Postscript 2: This post began with a discussion of rivers. On my drive back home, which was delayed first by snow and then by potential flooding from the snowmelt, all the rivers I saw were the fullest I've ever seen them. Since I came back by way of Arcata, I missed the Rogue River and Klamath River stops on I-5. I did cross the Klamath near its mouth just north of Arcata, but you can't get a good look at it from the bridge and I didn't stop to explore any further.

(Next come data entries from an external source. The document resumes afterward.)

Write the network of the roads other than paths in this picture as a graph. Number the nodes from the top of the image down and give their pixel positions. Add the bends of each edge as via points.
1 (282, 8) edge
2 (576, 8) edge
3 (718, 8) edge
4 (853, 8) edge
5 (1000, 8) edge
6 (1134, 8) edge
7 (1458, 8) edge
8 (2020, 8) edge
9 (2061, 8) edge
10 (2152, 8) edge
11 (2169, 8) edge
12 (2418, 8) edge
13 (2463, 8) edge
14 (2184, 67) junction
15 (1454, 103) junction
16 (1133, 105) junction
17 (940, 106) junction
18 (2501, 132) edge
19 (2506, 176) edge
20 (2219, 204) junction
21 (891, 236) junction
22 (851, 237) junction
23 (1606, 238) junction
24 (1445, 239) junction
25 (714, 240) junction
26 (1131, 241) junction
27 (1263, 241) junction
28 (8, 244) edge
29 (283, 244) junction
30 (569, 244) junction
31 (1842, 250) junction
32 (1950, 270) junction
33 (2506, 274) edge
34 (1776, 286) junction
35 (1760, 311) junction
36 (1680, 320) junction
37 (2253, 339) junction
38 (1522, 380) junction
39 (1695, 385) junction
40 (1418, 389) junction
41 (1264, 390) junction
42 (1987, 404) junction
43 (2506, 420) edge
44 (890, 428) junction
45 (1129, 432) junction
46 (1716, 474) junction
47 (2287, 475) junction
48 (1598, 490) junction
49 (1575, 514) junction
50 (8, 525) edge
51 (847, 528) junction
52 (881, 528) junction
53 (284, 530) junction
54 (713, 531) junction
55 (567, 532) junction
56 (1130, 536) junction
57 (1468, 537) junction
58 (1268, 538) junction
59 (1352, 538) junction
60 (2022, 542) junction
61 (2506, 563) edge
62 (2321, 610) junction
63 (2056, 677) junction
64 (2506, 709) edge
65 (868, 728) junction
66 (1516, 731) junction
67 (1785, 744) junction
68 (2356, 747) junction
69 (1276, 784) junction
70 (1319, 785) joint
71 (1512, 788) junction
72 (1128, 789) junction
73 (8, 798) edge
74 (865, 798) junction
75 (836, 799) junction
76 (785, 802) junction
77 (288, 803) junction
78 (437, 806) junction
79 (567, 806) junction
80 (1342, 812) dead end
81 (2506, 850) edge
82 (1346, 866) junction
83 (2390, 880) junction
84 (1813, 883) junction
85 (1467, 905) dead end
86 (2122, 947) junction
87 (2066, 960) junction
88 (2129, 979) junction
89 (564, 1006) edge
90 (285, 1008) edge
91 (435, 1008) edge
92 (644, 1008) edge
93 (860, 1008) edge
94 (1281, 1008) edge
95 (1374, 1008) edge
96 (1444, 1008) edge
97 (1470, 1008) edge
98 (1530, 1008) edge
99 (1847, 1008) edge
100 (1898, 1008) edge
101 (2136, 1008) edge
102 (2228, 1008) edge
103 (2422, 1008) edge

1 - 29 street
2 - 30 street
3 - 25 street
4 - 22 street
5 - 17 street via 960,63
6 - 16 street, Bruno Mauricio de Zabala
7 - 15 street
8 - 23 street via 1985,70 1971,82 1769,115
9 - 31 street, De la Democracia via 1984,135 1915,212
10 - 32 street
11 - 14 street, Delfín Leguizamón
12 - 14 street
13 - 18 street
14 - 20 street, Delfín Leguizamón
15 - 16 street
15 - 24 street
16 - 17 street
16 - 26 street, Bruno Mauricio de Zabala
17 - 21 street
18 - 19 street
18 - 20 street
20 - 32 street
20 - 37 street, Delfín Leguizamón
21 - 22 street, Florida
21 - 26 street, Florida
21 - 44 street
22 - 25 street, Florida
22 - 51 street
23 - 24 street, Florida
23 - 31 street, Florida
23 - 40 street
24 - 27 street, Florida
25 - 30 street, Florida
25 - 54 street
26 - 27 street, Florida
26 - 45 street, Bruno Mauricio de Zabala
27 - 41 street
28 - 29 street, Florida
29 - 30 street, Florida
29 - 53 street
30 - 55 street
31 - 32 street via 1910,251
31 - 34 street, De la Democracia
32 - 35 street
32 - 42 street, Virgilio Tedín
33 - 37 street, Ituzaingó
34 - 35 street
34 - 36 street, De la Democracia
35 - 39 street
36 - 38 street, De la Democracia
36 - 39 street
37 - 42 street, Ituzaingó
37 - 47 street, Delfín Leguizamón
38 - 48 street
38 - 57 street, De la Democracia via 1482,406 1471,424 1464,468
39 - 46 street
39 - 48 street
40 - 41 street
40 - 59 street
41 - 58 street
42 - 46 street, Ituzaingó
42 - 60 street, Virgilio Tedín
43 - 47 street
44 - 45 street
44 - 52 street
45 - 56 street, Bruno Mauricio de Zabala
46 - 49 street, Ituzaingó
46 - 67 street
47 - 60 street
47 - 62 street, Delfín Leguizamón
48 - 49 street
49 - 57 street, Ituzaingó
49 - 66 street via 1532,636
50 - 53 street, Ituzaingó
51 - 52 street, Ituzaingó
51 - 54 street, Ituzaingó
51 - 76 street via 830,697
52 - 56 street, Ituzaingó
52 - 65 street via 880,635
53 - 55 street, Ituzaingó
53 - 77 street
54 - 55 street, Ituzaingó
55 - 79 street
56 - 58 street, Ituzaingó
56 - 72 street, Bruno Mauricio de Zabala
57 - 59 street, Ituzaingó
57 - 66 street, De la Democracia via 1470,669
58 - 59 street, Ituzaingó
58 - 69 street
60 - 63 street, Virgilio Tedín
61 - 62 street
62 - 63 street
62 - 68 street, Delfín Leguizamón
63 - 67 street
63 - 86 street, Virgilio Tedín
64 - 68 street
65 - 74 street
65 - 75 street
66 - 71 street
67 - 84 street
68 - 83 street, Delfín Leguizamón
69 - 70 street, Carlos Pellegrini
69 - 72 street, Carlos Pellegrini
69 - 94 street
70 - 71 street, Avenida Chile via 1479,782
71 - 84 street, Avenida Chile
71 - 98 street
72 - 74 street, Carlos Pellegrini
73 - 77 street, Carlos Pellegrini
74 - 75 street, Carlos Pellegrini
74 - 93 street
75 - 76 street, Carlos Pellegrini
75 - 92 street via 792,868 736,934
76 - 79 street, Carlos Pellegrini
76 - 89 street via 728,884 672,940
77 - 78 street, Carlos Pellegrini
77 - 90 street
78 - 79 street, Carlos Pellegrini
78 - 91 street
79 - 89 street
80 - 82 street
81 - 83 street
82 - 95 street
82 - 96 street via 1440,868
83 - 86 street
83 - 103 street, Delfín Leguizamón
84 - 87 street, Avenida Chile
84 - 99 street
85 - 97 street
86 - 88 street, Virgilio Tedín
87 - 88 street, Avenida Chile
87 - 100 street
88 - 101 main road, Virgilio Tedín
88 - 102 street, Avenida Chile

That route takes me along Hwy 199 from Crescent City, Calif, to Grants Pass, Oregon. That highway follows the Smith River up its middle fork. If I had to guess I'd say that my favorite river in California is the Klamath, even though I don't often get to see much of it. If there's a rival for that distinction, it would have to be the Smith. The Smith River is beautiful in any season, but in full flood last month it was magnificent. That morning I took a brief stop at the Jedediah State Park campground and sat there for a few minutes staring at the river (complete will little waterfalls cascading down the mountains on the opposite bank). It was so beautiful, I would have loved to stay for hours, but I knew I didn't have the time to spare if I was to get home that night, so I had to go on.

Later that afternoon I stopped at the Santiam rest stop and ate my sandwich. The Santiam was also looking very handsome, in its strong and silent way. The little road that crosses under the freeway to the rest stop on the southbound side was closed to auto traffic, presumably as a precaution against flooding, but I took a short walk down there and stood by the bank under the bridge for a few minutes. The Santiam is a deceptive river there. Normally it looks like a placid little country stream. The ground seems level and there's no real rapids to be seen, but it's deeper than it looks and it moves very fast. This time it was filled to the brim, and though you wouldn't know it from a quick glance, it was moving in full force.

The Umpqua and Willamette were full, too, but they just looked fat, muddy and brown to me. The sun went down as I was stuck in rush hour in Portland suburbs, so I didn't see any more rivers after that.